When an older apartment building comes up for sale, the competition among potential buyers is usually fierce. “Affordable housing developers infrequently win the contest to buy older buildings,” says Chris Herrmann, senior vice president Enterprise Community Investment, working in the firm’s New York City office. “Price dominates the bidding.”

Investors pay high prices for older, Class C apartment buildings. They often plan to renovate and raise the rents on lower-income residents, who may already struggle to pay for their housing. The economic crisis caused by the coronavirus has put even more stress on these families—millions of low-income households have already fallen behind in their rent.

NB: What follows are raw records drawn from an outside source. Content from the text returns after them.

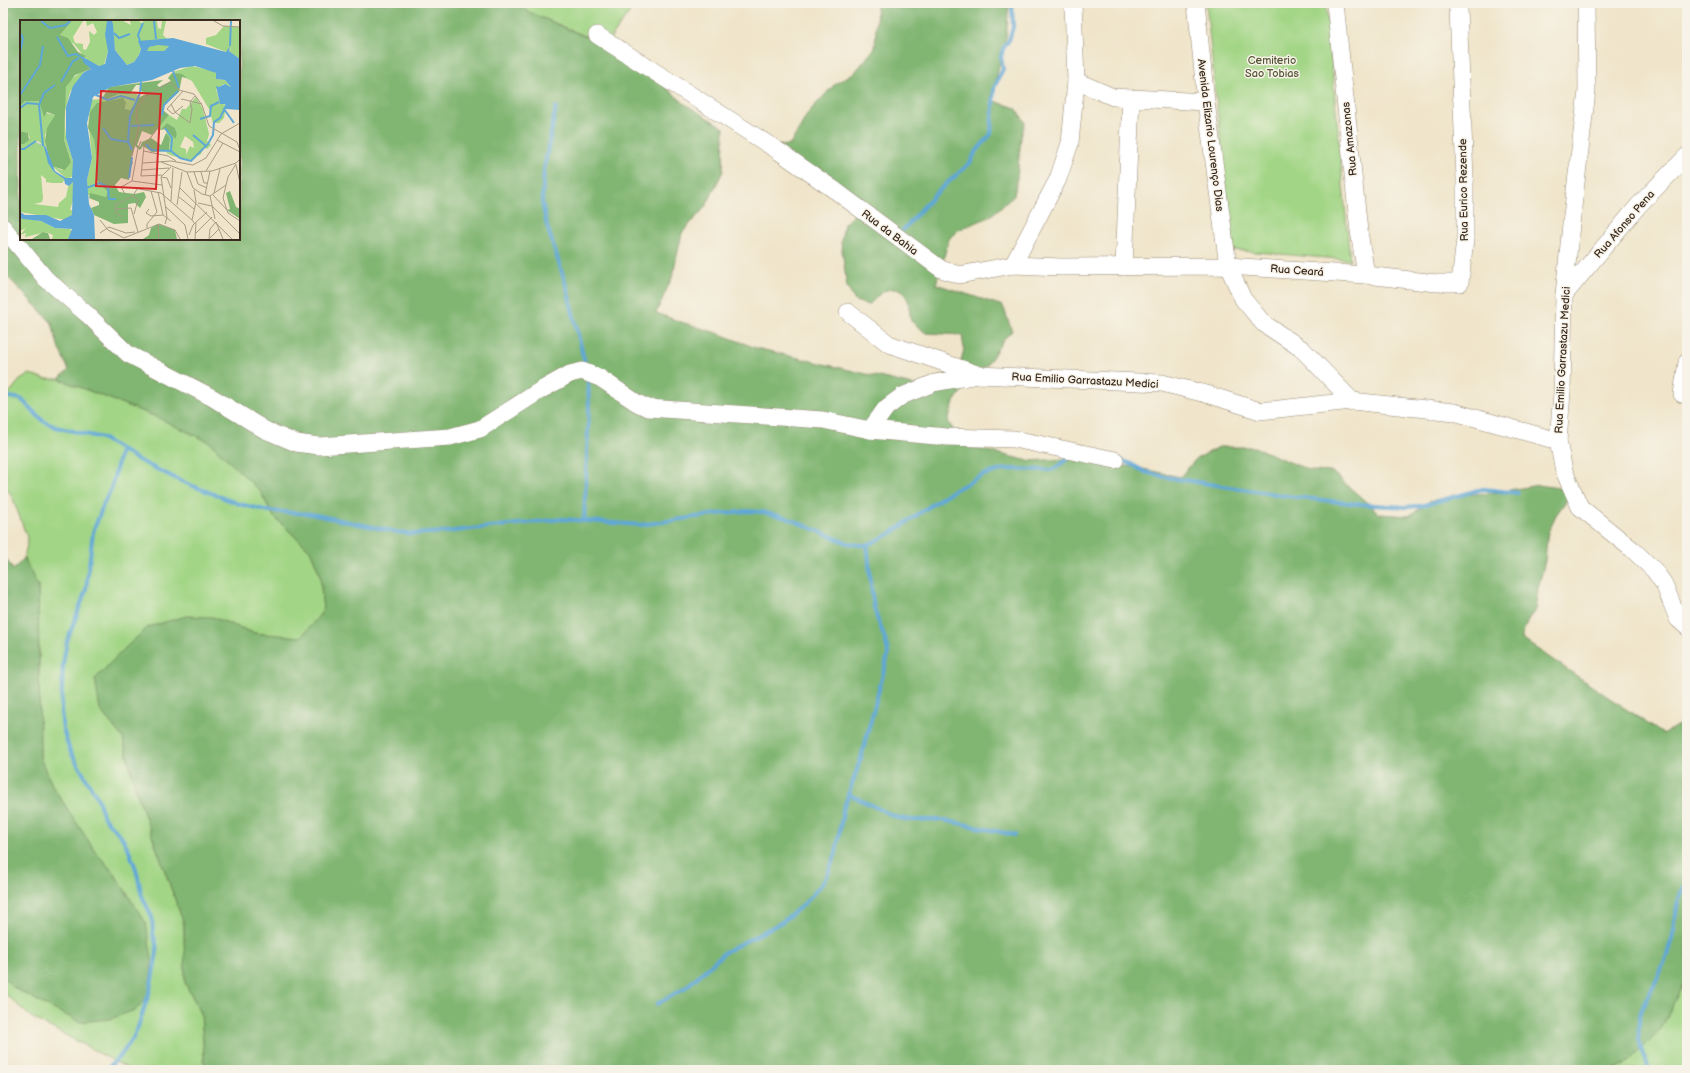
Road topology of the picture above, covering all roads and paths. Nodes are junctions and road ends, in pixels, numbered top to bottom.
1 (1073, 3) edge
2 (1196, 3) edge
3 (1335, 3) edge
4 (1456, 3) edge
5 (1586, 3) edge
6 (597, 35) dead end
7 (1076, 81) junction
8 (1131, 98) junction
9 (1206, 102) junction
10 (1687, 156) edge
11 (3, 227) edge
12 (1013, 264) junction
13 (1228, 266) junction
14 (1124, 267) junction
15 (1366, 275) junction
16 (1564, 295) junction
17 (848, 312) dead end
18 (1687, 362) edge
19 (979, 375) junction
20 (1682, 394) dead end
21 (1352, 401) junction
22 (870, 430) junction
23 (1558, 441) junction
24 (1115, 460) dead end
25 (1687, 627) edge

1 - 7 street
2 - 9 street, Avenida Elizario Lourenço Dias
3 - 15 street, Rua Amazonas
4 - 15 street, Rua Eurico Rezende
5 - 16 street, Rua Emilio Garrastazu Medici
6 - 12 street, Rua da Bahia
7 - 8 street
7 - 12 street
8 - 9 street
8 - 14 street
9 - 13 street, Avenida Elizario Lourenço Dias
10 - 16 street, Rua Afonso Pena
11 - 22 street
12 - 14 street, Rua da Bahia
13 - 14 street, Rua da Bahia
13 - 15 street, Rua Ceará
13 - 21 street, Avenida Elizario Lourenço Dias
16 - 23 street, Rua Emilio Garrastazu Medici
17 - 19 street
18 - 20 street
19 - 21 street, Rua Emilio Garrastazu Medici
19 - 22 street
21 - 23 street, Rua Emilio Garrastazu Medici
22 - 24 street
23 - 25 street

However, affordable housing developers may have a chance to make a positive difference, if some of these older properties are sold during the crisis.

 “This may be a historic opportunity to address the affordable housing crisis by accessing some of these properties not originally built as affordable housing,” says Deborah VanAmerongen, strategic policy advisor in the affordable housing practice group at the law firm Nixon Peabody, based in New York City.

The Sale of Older Buildings Often Leads to Higher Rents

In recent years, the bidding has been fierce for these properties. Less expensive Class B and Class C apartments are often fully-occupied, the rents already growing as fast—or faster—than current renters can afford to pay. “Value-added” investors often plan to renovate and raise the rents even higher.

“Some renters are displaced and others become increasingly rent burdened,” says Herrmann. Most “value added” investors target at least a 20% return on their investment, so $10,000 per unit in renovation would be expected to generate a $167 monthly rent increase at a minimum, he says.

The renters who live in smaller buildings tend to have lower incomes than renters overall and are more likely to work in industries hurt by the coronavirus, according to researchers at the Urban Institute.[1]

Many have already fallen behind in their rent: Of the 73 million households who live in rental housing, one-in-five (20%) have deferred or simply failed to send their latest rent check, according to the latest Household Pulse Survey from the U.S. Census.[2] 

The owners of smaller apartment properties often own just one or two properties, which may be over-leveraged and struggling with economic vacancy, according to Herrmann. Many may be forced to sell.

“There probably are opportunities to buy small (or medium or large) multifamily properties during pandemic at notably lower prices than a year ago,” says David Lennon, senior vice president and director of development advisory services at National Affordable Housing Trust (NAHT). “The pool of buyers would be lower, and the pool of sellers would be higher.”

But affordable housing developers typically face tough competition to buy any apartment properties. “It is not uncommon for sellers to expect a non-refundable deposit before due diligence and a 45-day closing,” says Herrmann. “This makes the most well capitalized organizations, such as private equity and public real estate investment trusts, the most competitive.”

Affordable housing developers often plan to eventually apply to state housing officials for federal low-income housing tax credits (LIHTCs) to provide the permanent financing for affordable housing properties. That takes much longer than 45 days.

Fannie Mae and Freddie Mac lenders can provide acquisition loans, but the loans might not close in time for impatient sellers. “Some sellers are unwilling to wait to allow time for agency financing to come together,” says VanAmerongen.

“Buyers utilizing tax credits may be able to get a bridge loan from their syndicator or lender,” says Jeff Arrowsmith, senior director for CBRE Affordable Housing, based in Seattle. “Buyers also often utilize their own balance sheets, private investor groups, or in some cases institutional capital partners.”

For example, Enterprise has invested conventional equity through its preservation funds to help affordable developers buy properties. The financing provides about a three-year bridge to apply for LIHTCs. “This is a good execution, but it does result in a lot of transaction costs that are ultimately passed onto the future LIHTC transaction,” says Enterprise’s Herrmann.

Other equity sources can sometimes partner with affordable housing developers to buy properties. “If you can bring readily available capital to the transaction, we can keep these deals from getting converted to market,” says John Nunnery, senior vice president and manager of preservation investments for PNC Real Estate, Tax Credit Solutions.

Resources Needed to Make Deals Happen

However, affordable housing developers will need some help to successfully buy more than a handful of these properties.

“For these types of deals to happen, sellers (or lenders) will have to get realistic about purchase prices, and there will need to be governmental resources available to finance the acquisition and rehab,” says VanAmerongen.

Housing advocates hope the federal government might provide these resources. The House of Representatives had passed several sweeping proposals as part of its response to the economic crisis caused by the coronavirus, though Congress seemed to be deadlocked as of the beginning of December.

"Small deals continue to present financing efficiency challenges," says Paul Cummings of the NAHT. “Unless there is significant public financing support, these are still going to be challenging acquisitions.”